Employee burnout and workplace stress is extremely common today. According to Deloitte’s Workplace Burnout Survey, it found that 77% of its surveyed 1,000 full-time US professionals have experienced burnout at least once in their current role.
Business leaders and managers need to take measures to prevent workplace stress, not wait until it impacts employees’ well-being and productivity levels to take action. However, identifying early signs of stress among employees is difficult to say the least. Particularly in the wake of the COVID-19 pandemic, where employees were made to work from home and lines between work and personal lines blurred, it becomes even harder for managers to spot the warning signs.
In this new world of working, here are some ways in which managers can identify and manage stress within the team.
Identify common stress-related symptoms
Spotting early signs of stress-related symptoms can help managers and employees manage the root cause head on rather than waiting until the problem becomes something bigger. Employees who are feeling stressed and overwhelmed typically display a myriad of symptoms, such as missing deadlines, producing poor work quality to calling in sick often or even being involved in more workplace conflicts. Training managers and equipping them with tools to identify common stress-related symptoms can help both managers and employees to effectively handle stress.
Understand how varying work arrangements may impact employees
The COVID-19 pandemic has created a paradigm shift in terms of work arrangements. Flexible working is no longer a workplace perk – it is a necessity to ensure business continuity today. However, the varying work arrangements can induce stress among employees as they struggle to define the boundaries between work and personal lives. As hybrid work arrangements become a norm, it is necessary for managers to understand and help employees transition to the new way of work. Look out for employees who may have trouble adjusting to the different work environment, such as working from home or working in the office. Gather feedback or speak to employees individually to understand what type of working arrangement best works for them.

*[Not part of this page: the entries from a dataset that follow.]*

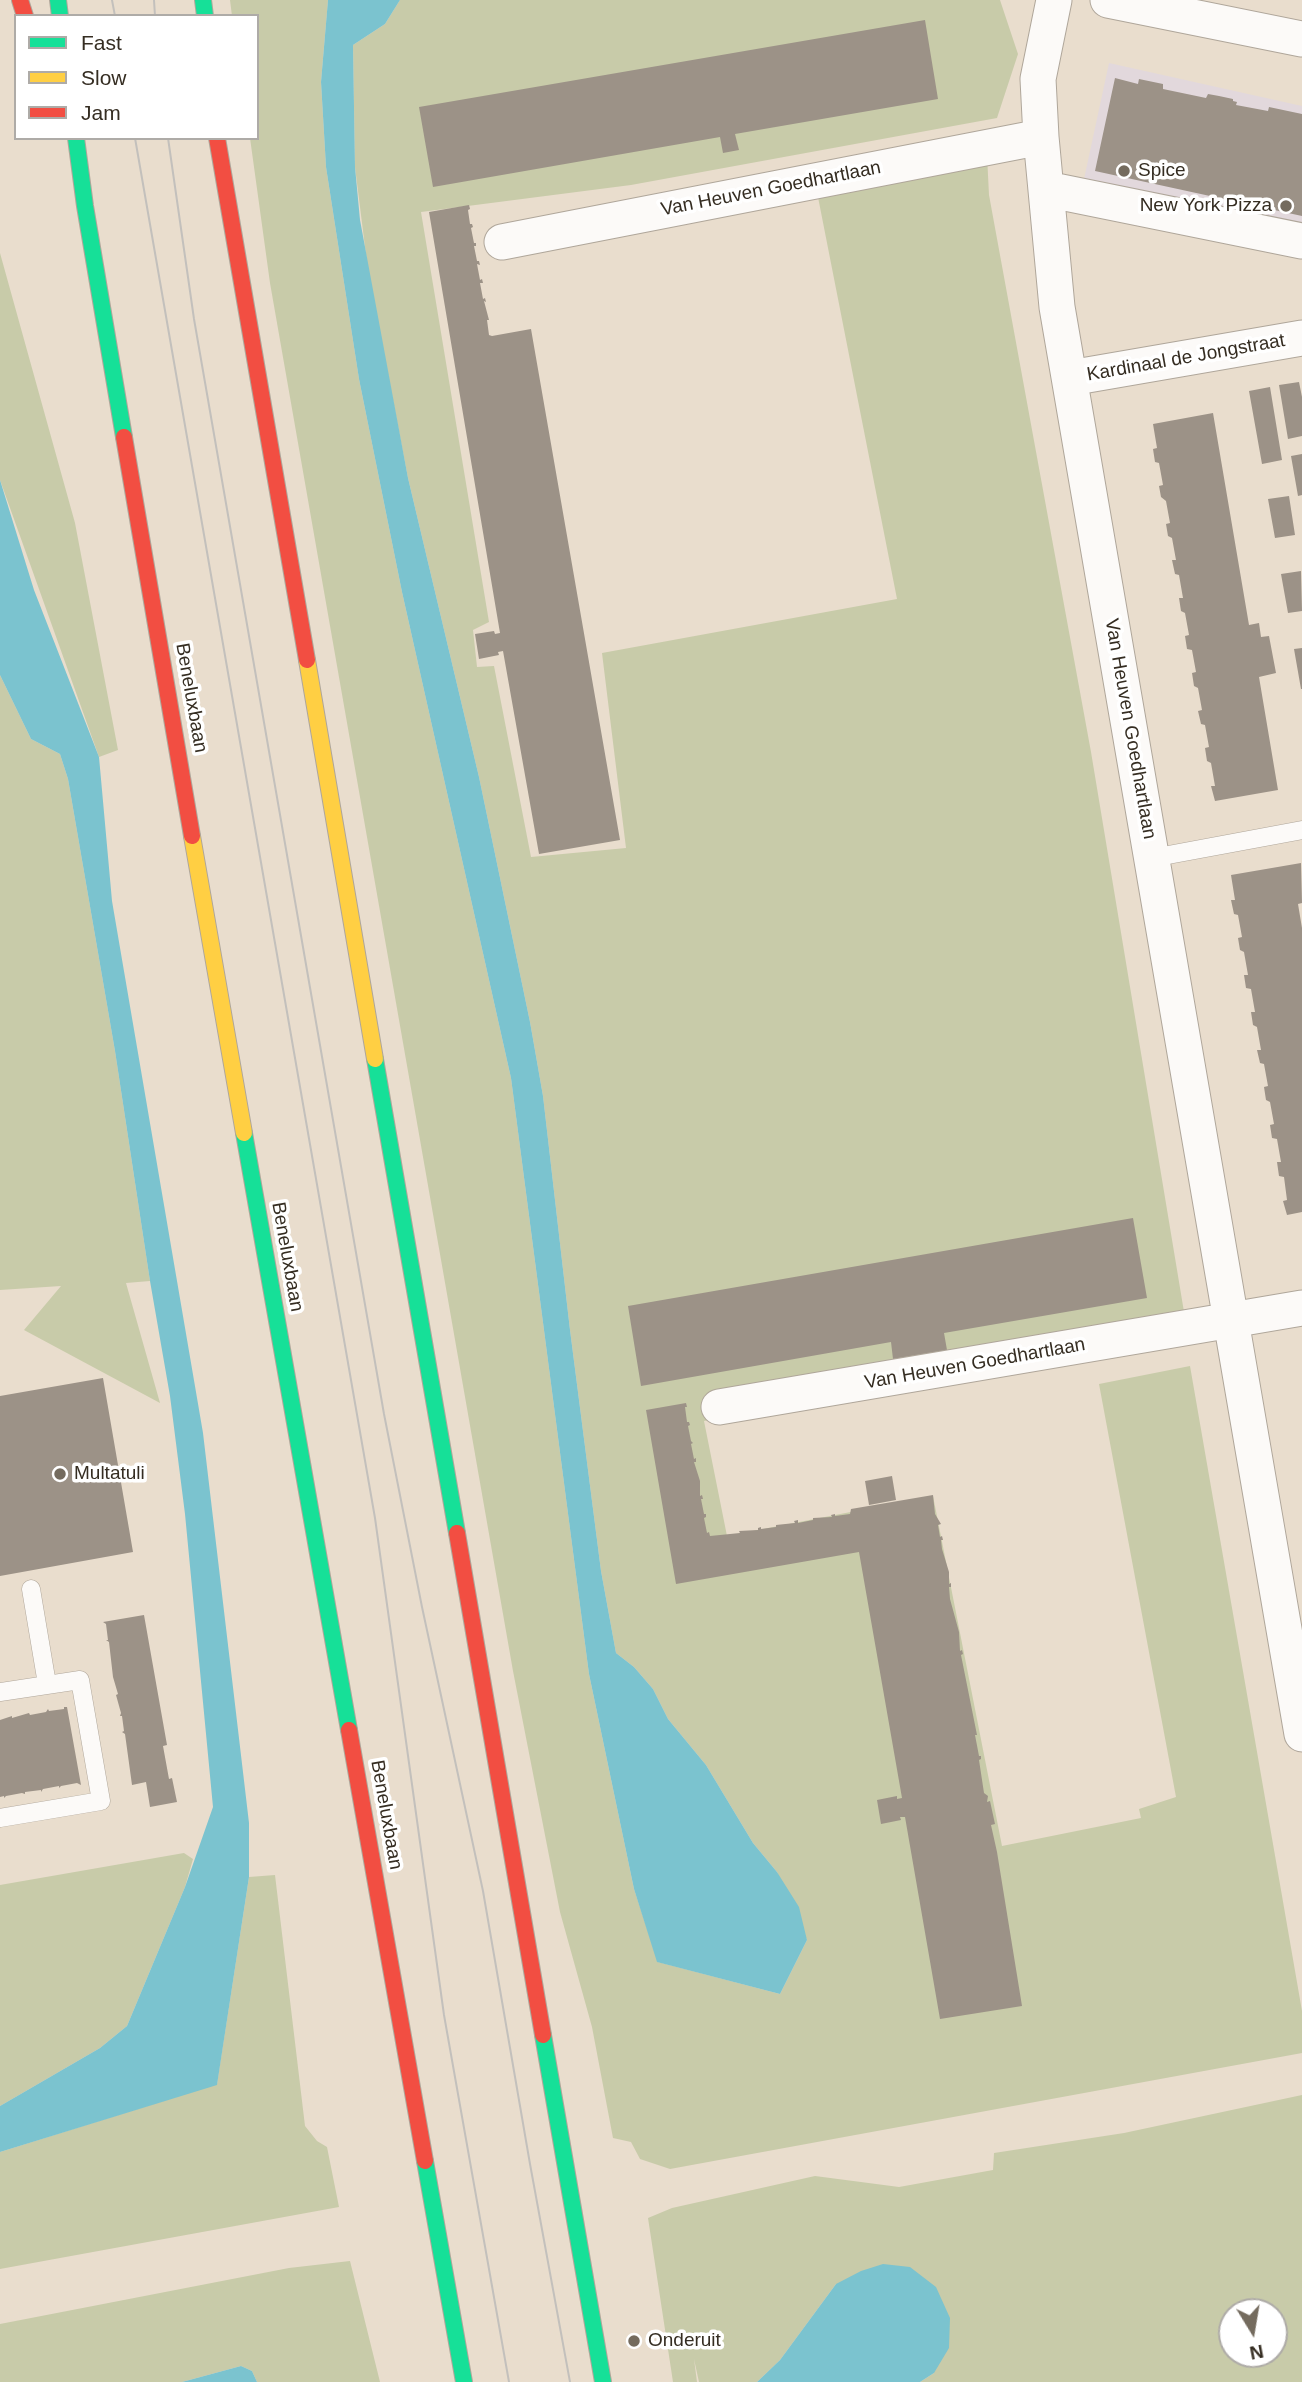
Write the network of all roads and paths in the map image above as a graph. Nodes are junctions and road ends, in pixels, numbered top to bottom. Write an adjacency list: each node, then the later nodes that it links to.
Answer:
1 (1108, 0): 3 (street)
2 (1047, 7): 4 (street, Van Heuven Goedhartlaan)
3 (1302, 39)
4 (1041, 137): 8 (street, Van Heuven Goedhartlaan); 11 (street, Van Heuven Goedhartlaan)
5 (64, 140): 9 (main road)
6 (76, 140): 9 (main road, Beneluxbaan)
7 (218, 140): 25 (main road)
8 (1046, 189): 10 (street); 13 (street, Van Heuven Goedhartlaan)
9 (85, 206): 24 (main road, Beneluxbaan)
10 (1302, 240)
11 (502, 242)
12 (1302, 338): 13 (street, Kardinaal de Jongstraat)
13 (1070, 378): 15 (street, Van Heuven Goedhartlaan)
14 (1302, 831): 15 (lane)
15 (1152, 858): 17 (street, Van Heuven Goedhartlaan)
16 (1302, 1308): 17 (street)
17 (1231, 1320): 18 (street, Van Heuven Goedhartlaan); 22 (street, Van Heuven Goedhartlaan)
18 (719, 1407)
19 (32, 1589): 20 (lane)
20 (47, 1684): 21 (lane); 23 (lane)
21 (0, 1692)
22 (1302, 1734)
23 (0, 1818)
24 (464, 2382)
25 (603, 2382)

Help employees succeed in managing stress
The best way to help employees succeed in managing their stress levels is to be authentic. Show empathy and be genuinely concerned about their mental health. Do regular check-ins with employees to understand their progress and equip employees for success in managing their stress levels, be it through financial means such as time off or self-care. After all, investing in employees’ well-being showcases that the organisation is genuinely concerned about employees’ well-being, translating into a more productive and engaged workforce in the long run.
Create a safe avenue for employees to open up
Have designated avenues or communication channels for employees to voice out their emotional or mental well-being concerns without facing judgement. Business leaders and managers should foster an “open-door” policy where employees feel comfortable to speak to someone about their workload or any other factors that are contributing to their stress.
Workplace stress is extremely common. By training managers to identify early signs of stress among employees and providing tools and avenues for employees to cope with stress, it will ultimately help to create a more engaged, productive, and stress-free workforce in the long run.